Work to be completed: What is needed is a word-for-word copy of the listing below, without pictures.

Data shown:

══════════════════════════════

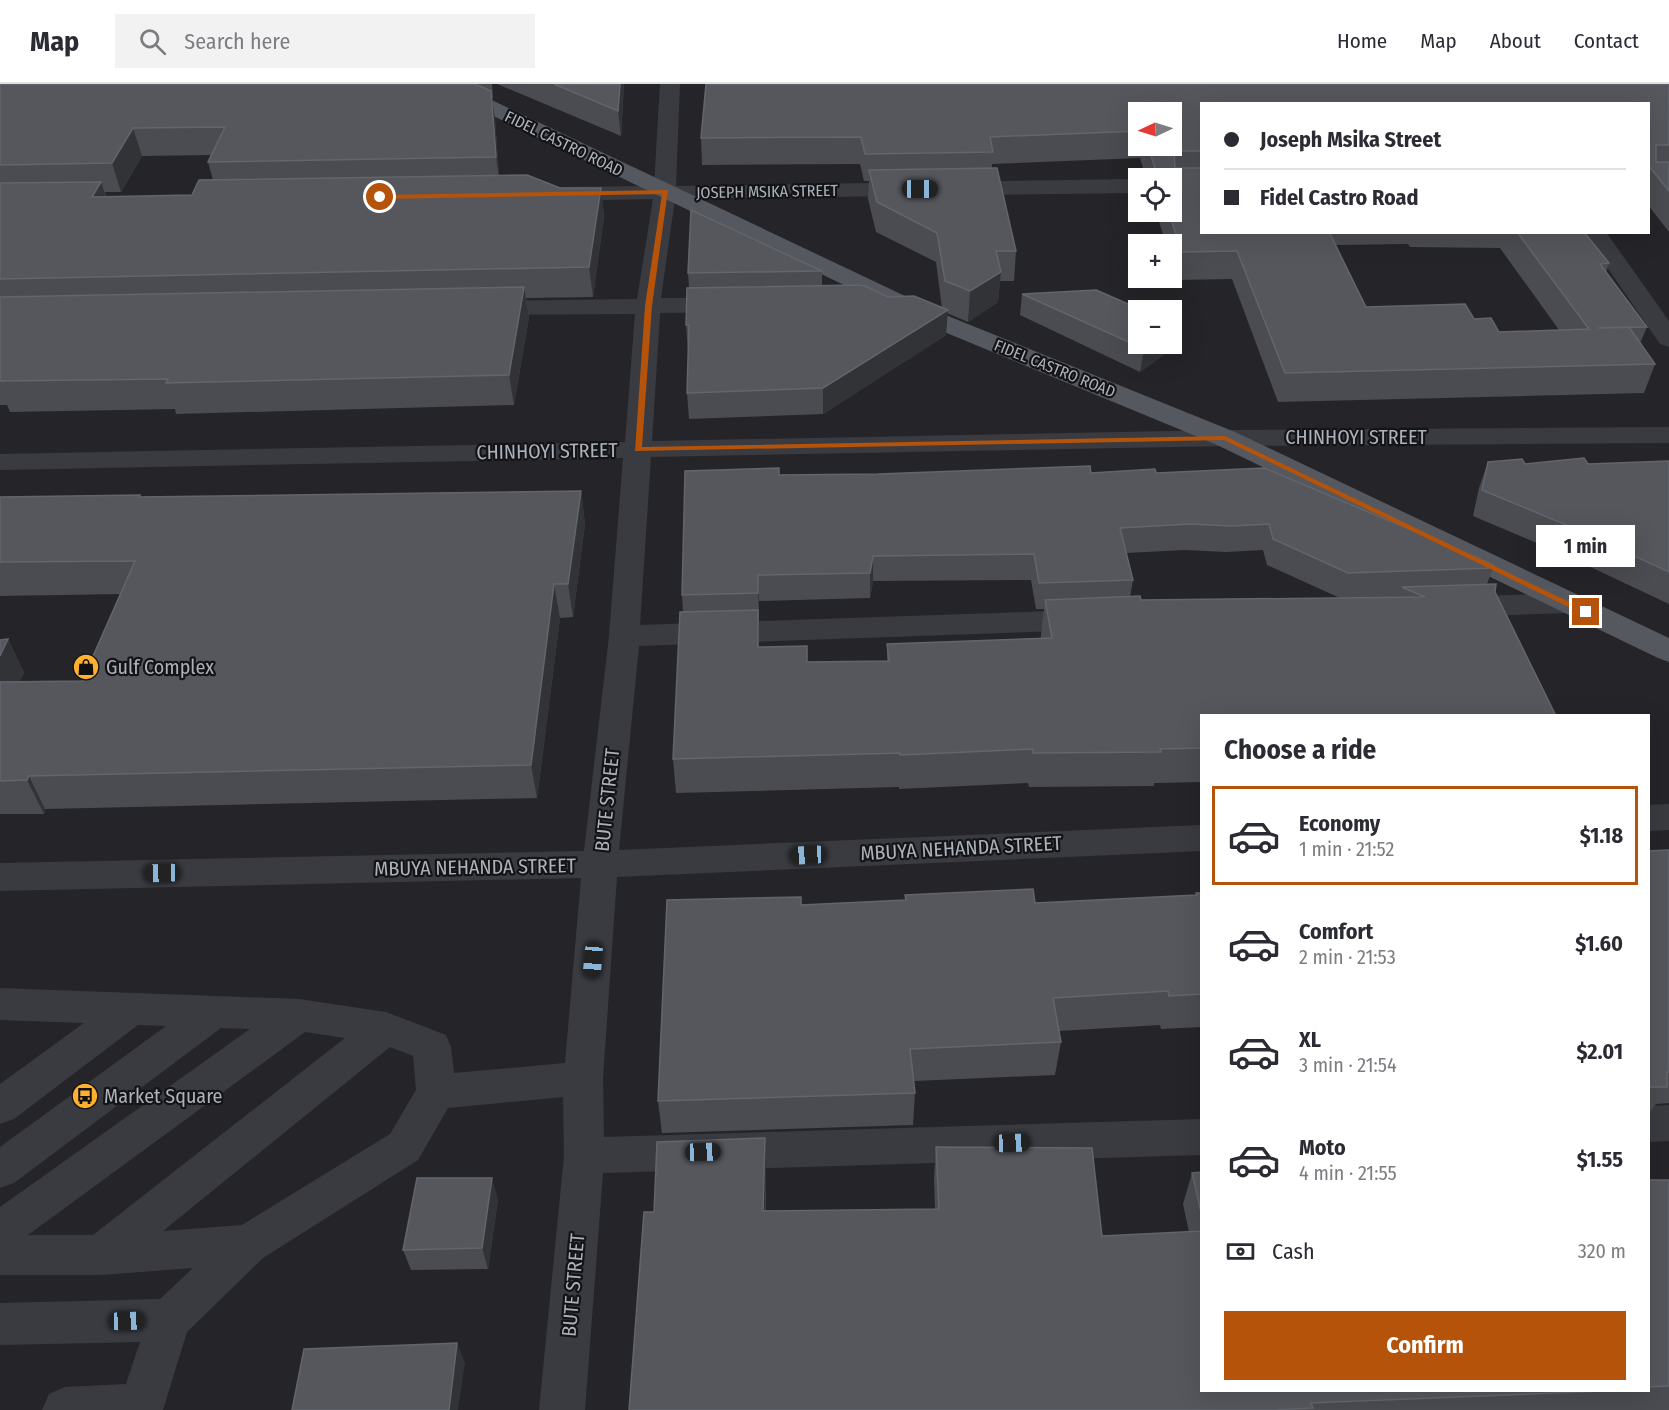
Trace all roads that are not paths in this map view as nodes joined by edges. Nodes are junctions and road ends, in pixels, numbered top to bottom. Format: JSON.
{"nodes":[{"id":1,"x":670,"y":84,"type":"edge"},
{"id":2,"x":433,"y":91,"type":"edge"},
{"id":3,"x":1128,"y":186,"type":"edge"},
{"id":4,"x":665,"y":192,"type":"junction"},
{"id":5,"x":535,"y":194,"type":"edge"},
{"id":6,"x":1595,"y":234,"type":"edge"},
{"id":7,"x":845,"y":302,"type":"edge"},
{"id":8,"x":751,"y":305,"type":"edge"},
{"id":9,"x":648,"y":306,"type":"junction"},
{"id":10,"x":906,"y":306,"type":"junction"},
{"id":11,"x":457,"y":308,"type":"edge"},
{"id":12,"x":1669,"y":339,"type":"edge"},
{"id":13,"x":1669,"y":435,"type":"edge"},
{"id":14,"x":1225,"y":438,"type":"junction"},
{"id":15,"x":638,"y":449,"type":"junction"},
{"id":16,"x":0,"y":462,"type":"edge"},
{"id":17,"x":1568,"y":603,"type":"junction"},
{"id":18,"x":1436,"y":607,"type":"edge"},
{"id":19,"x":1114,"y":619,"type":"edge"},
{"id":20,"x":624,"y":636,"type":"junction"},
{"id":21,"x":1669,"y":651,"type":"edge"},
{"id":22,"x":1669,"y":817,"type":"edge"},
{"id":23,"x":1650,"y":818,"type":"edge"},
{"id":24,"x":1200,"y":838,"type":"edge"},
{"id":25,"x":600,"y":864,"type":"junction"},
{"id":26,"x":0,"y":877,"type":"edge"},
{"id":27,"x":132,"y":1008,"type":"junction"},
{"id":28,"x":8,"y":1010,"type":"edge"},
{"id":29,"x":215,"y":1011,"type":"junction"},
{"id":30,"x":300,"y":1015,"type":"junction"},
{"id":31,"x":386,"y":1028,"type":"junction"},
{"id":32,"x":584,"y":1078,"type":"junction"},
{"id":33,"x":436,"y":1092,"type":"junction"},
{"id":34,"x":0,"y":1107,"type":"edge"},
{"id":35,"x":1669,"y":1123,"type":"edge"},
{"id":36,"x":1650,"y":1124,"type":"edge"},
{"id":37,"x":1200,"y":1137,"type":"edge"},
{"id":38,"x":584,"y":1156,"type":"junction"},
{"id":39,"x":0,"y":1170,"type":"edge"},
{"id":40,"x":0,"y":1231,"type":"edge"},
{"id":41,"x":248,"y":1244,"type":"junction"},
{"id":42,"x":0,"y":1255,"type":"edge"},
{"id":43,"x":101,"y":1255,"type":"junction"},
{"id":44,"x":169,"y":1320,"type":"junction"},
{"id":45,"x":0,"y":1324,"type":"edge"},
{"id":46,"x":141,"y":1408,"type":"edge"},
{"id":47,"x":65,"y":1410,"type":"edge"},
{"id":48,"x":562,"y":1410,"type":"edge"}],
"edges":[{"from":1,"to":4,"type":"street"},
{"from":2,"to":4,"type":"main road","name":"FIDEL CASTRO ROAD"},
{"from":3,"to":4,"type":"street","name":"JOSEPH MSIKA STREET"},
{"from":4,"to":5,"type":"street","name":"JOSEPH MSIKA STREET"},
{"from":4,"to":9,"type":"street","name":"BUTE STREET"},
{"from":4,"to":10,"type":"main road","name":"FIDEL CASTRO ROAD"},
{"from":6,"to":12,"type":"street"},
{"from":7,"to":10,"type":"street"},
{"from":8,"to":9,"type":"street"},
{"from":9,"to":11,"type":"street"},
{"from":9,"to":15,"type":"street","name":"BUTE STREET"},
{"from":10,"to":14,"type":"main road","name":"FIDEL CASTRO ROAD"},
{"from":13,"to":14,"type":"street","name":"CHINHOYI STREET"},
{"from":14,"to":15,"type":"street","name":"CHINHOYI STREET"},
{"from":14,"to":17,"type":"main road","name":"FIDEL CASTRO ROAD"},
{"from":15,"to":16,"type":"street","name":"CHINHOYI STREET"},
{"from":15,"to":20,"type":"street","name":"BUTE STREET"},
{"from":17,"to":18,"type":"street"},
{"from":17,"to":21,"type":"main road","name":"FIDEL CASTRO ROAD"},
{"from":19,"to":20,"type":"street"},
{"from":20,"to":25,"type":"street","name":"BUTE STREET"},
{"from":22,"to":23,"type":"street"},
{"from":24,"to":25,"type":"street","name":"MBUYA NEHANDA STREET"},
{"from":25,"to":26,"type":"street","name":"MBUYA NEHANDA STREET"},
{"from":25,"to":32,"type":"street","name":"BUTE STREET"},
{"from":27,"to":28,"type":"street"},
{"from":27,"to":29,"type":"street"},
{"from":27,"to":34,"type":"street"},
{"from":29,"to":30,"type":"street"},
{"from":29,"to":39,"type":"street"},
{"from":30,"to":31,"type":"street"},
{"from":30,"to":40,"type":"street"},
{"from":31,"to":33,"type":"street"},
{"from":31,"to":43,"type":"street"},
{"from":32,"to":33,"type":"street"},
{"from":32,"to":38,"type":"street","name":"BUTE STREET"},
{"from":33,"to":41,"type":"street"},
{"from":35,"to":36,"type":"street"},
{"from":37,"to":38,"type":"street"},
{"from":38,"to":48,"type":"street","name":"BUTE STREET"},
{"from":41,"to":43,"type":"street"},
{"from":41,"to":44,"type":"street"},
{"from":42,"to":43,"type":"street"},
{"from":44,"to":45,"type":"street"},
{"from":44,"to":46,"type":"street"},
{"from":46,"to":47,"type":"street"}]}
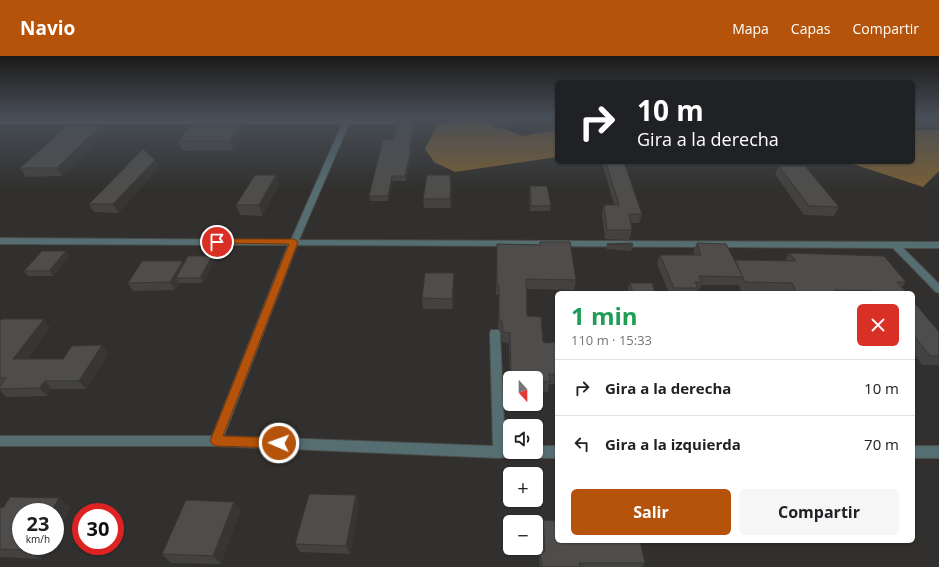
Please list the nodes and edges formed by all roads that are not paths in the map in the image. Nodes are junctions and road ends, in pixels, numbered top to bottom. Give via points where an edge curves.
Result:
1 (338, 141) edge
2 (0, 241) edge
3 (294, 242) junction
4 (896, 245) junction
5 (939, 245) edge
6 (939, 290) edge
7 (495, 333) dead end
8 (503, 428) edge
9 (0, 441) edge
10 (216, 441) junction
11 (503, 452) edge
12 (543, 452) edge
13 (555, 452) edge
14 (915, 452) edge
15 (939, 452) edge

1 - 3 street
2 - 3 street
3 - 4 street
3 - 10 street
4 - 5 street
4 - 6 street
7 - 8 street
9 - 10 street
10 - 11 street
12 - 13 street
14 - 15 street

══════════════════════════════

Task response:
Trace all roads that are not paths in this map view as nodes joined by edges. Nodes are junctions and road ends, in pixels, numbered top to bottom. Format: JSON.
{"nodes":[{"id":1,"x":670,"y":84,"type":"edge"},
{"id":2,"x":433,"y":91,"type":"edge"},
{"id":3,"x":1128,"y":186,"type":"edge"},
{"id":4,"x":665,"y":192,"type":"junction"},
{"id":5,"x":535,"y":194,"type":"edge"},
{"id":6,"x":1595,"y":234,"type":"edge"},
{"id":7,"x":845,"y":302,"type":"edge"},
{"id":8,"x":751,"y":305,"type":"edge"},
{"id":9,"x":648,"y":306,"type":"junction"},
{"id":10,"x":906,"y":306,"type":"junction"},
{"id":11,"x":457,"y":308,"type":"edge"},
{"id":12,"x":1669,"y":339,"type":"edge"},
{"id":13,"x":1669,"y":435,"type":"edge"},
{"id":14,"x":1225,"y":438,"type":"junction"},
{"id":15,"x":638,"y":449,"type":"junction"},
{"id":16,"x":0,"y":462,"type":"edge"},
{"id":17,"x":1568,"y":603,"type":"junction"},
{"id":18,"x":1436,"y":607,"type":"edge"},
{"id":19,"x":1114,"y":619,"type":"edge"},
{"id":20,"x":624,"y":636,"type":"junction"},
{"id":21,"x":1669,"y":651,"type":"edge"},
{"id":22,"x":1669,"y":817,"type":"edge"},
{"id":23,"x":1650,"y":818,"type":"edge"},
{"id":24,"x":1200,"y":838,"type":"edge"},
{"id":25,"x":600,"y":864,"type":"junction"},
{"id":26,"x":0,"y":877,"type":"edge"},
{"id":27,"x":132,"y":1008,"type":"junction"},
{"id":28,"x":8,"y":1010,"type":"edge"},
{"id":29,"x":215,"y":1011,"type":"junction"},
{"id":30,"x":300,"y":1015,"type":"junction"},
{"id":31,"x":386,"y":1028,"type":"junction"},
{"id":32,"x":584,"y":1078,"type":"junction"},
{"id":33,"x":436,"y":1092,"type":"junction"},
{"id":34,"x":0,"y":1107,"type":"edge"},
{"id":35,"x":1669,"y":1123,"type":"edge"},
{"id":36,"x":1650,"y":1124,"type":"edge"},
{"id":37,"x":1200,"y":1137,"type":"edge"},
{"id":38,"x":584,"y":1156,"type":"junction"},
{"id":39,"x":0,"y":1170,"type":"edge"},
{"id":40,"x":0,"y":1231,"type":"edge"},
{"id":41,"x":248,"y":1244,"type":"junction"},
{"id":42,"x":0,"y":1255,"type":"edge"},
{"id":43,"x":101,"y":1255,"type":"junction"},
{"id":44,"x":169,"y":1320,"type":"junction"},
{"id":45,"x":0,"y":1324,"type":"edge"},
{"id":46,"x":141,"y":1408,"type":"edge"},
{"id":47,"x":65,"y":1410,"type":"edge"},
{"id":48,"x":562,"y":1410,"type":"edge"}],
"edges":[{"from":1,"to":4,"type":"street"},
{"from":2,"to":4,"type":"main road","name":"FIDEL CASTRO ROAD"},
{"from":3,"to":4,"type":"street","name":"JOSEPH MSIKA STREET"},
{"from":4,"to":5,"type":"street","name":"JOSEPH MSIKA STREET"},
{"from":4,"to":9,"type":"street","name":"BUTE STREET"},
{"from":4,"to":10,"type":"main road","name":"FIDEL CASTRO ROAD"},
{"from":6,"to":12,"type":"street"},
{"from":7,"to":10,"type":"street"},
{"from":8,"to":9,"type":"street"},
{"from":9,"to":11,"type":"street"},
{"from":9,"to":15,"type":"street","name":"BUTE STREET"},
{"from":10,"to":14,"type":"main road","name":"FIDEL CASTRO ROAD"},
{"from":13,"to":14,"type":"street","name":"CHINHOYI STREET"},
{"from":14,"to":15,"type":"street","name":"CHINHOYI STREET"},
{"from":14,"to":17,"type":"main road","name":"FIDEL CASTRO ROAD"},
{"from":15,"to":16,"type":"street","name":"CHINHOYI STREET"},
{"from":15,"to":20,"type":"street","name":"BUTE STREET"},
{"from":17,"to":18,"type":"street"},
{"from":17,"to":21,"type":"main road","name":"FIDEL CASTRO ROAD"},
{"from":19,"to":20,"type":"street"},
{"from":20,"to":25,"type":"street","name":"BUTE STREET"},
{"from":22,"to":23,"type":"street"},
{"from":24,"to":25,"type":"street","name":"MBUYA NEHANDA STREET"},
{"from":25,"to":26,"type":"street","name":"MBUYA NEHANDA STREET"},
{"from":25,"to":32,"type":"street","name":"BUTE STREET"},
{"from":27,"to":28,"type":"street"},
{"from":27,"to":29,"type":"street"},
{"from":27,"to":34,"type":"street"},
{"from":29,"to":30,"type":"street"},
{"from":29,"to":39,"type":"street"},
{"from":30,"to":31,"type":"street"},
{"from":30,"to":40,"type":"street"},
{"from":31,"to":33,"type":"street"},
{"from":31,"to":43,"type":"street"},
{"from":32,"to":33,"type":"street"},
{"from":32,"to":38,"type":"street","name":"BUTE STREET"},
{"from":33,"to":41,"type":"street"},
{"from":35,"to":36,"type":"street"},
{"from":37,"to":38,"type":"street"},
{"from":38,"to":48,"type":"street","name":"BUTE STREET"},
{"from":41,"to":43,"type":"street"},
{"from":41,"to":44,"type":"street"},
{"from":42,"to":43,"type":"street"},
{"from":44,"to":45,"type":"street"},
{"from":44,"to":46,"type":"street"},
{"from":46,"to":47,"type":"street"}]}
Please list the nodes and edges formed by all roads that are not paths in the map in the image. Nodes are junctions and road ends, in pixels, numbered top to bottom. Give via points where an edge curves.
Result:
1 (338, 141) edge
2 (0, 241) edge
3 (294, 242) junction
4 (896, 245) junction
5 (939, 245) edge
6 (939, 290) edge
7 (495, 333) dead end
8 (503, 428) edge
9 (0, 441) edge
10 (216, 441) junction
11 (503, 452) edge
12 (543, 452) edge
13 (555, 452) edge
14 (915, 452) edge
15 (939, 452) edge

1 - 3 street
2 - 3 street
3 - 4 street
3 - 10 street
4 - 5 street
4 - 6 street
7 - 8 street
9 - 10 street
10 - 11 street
12 - 13 street
14 - 15 street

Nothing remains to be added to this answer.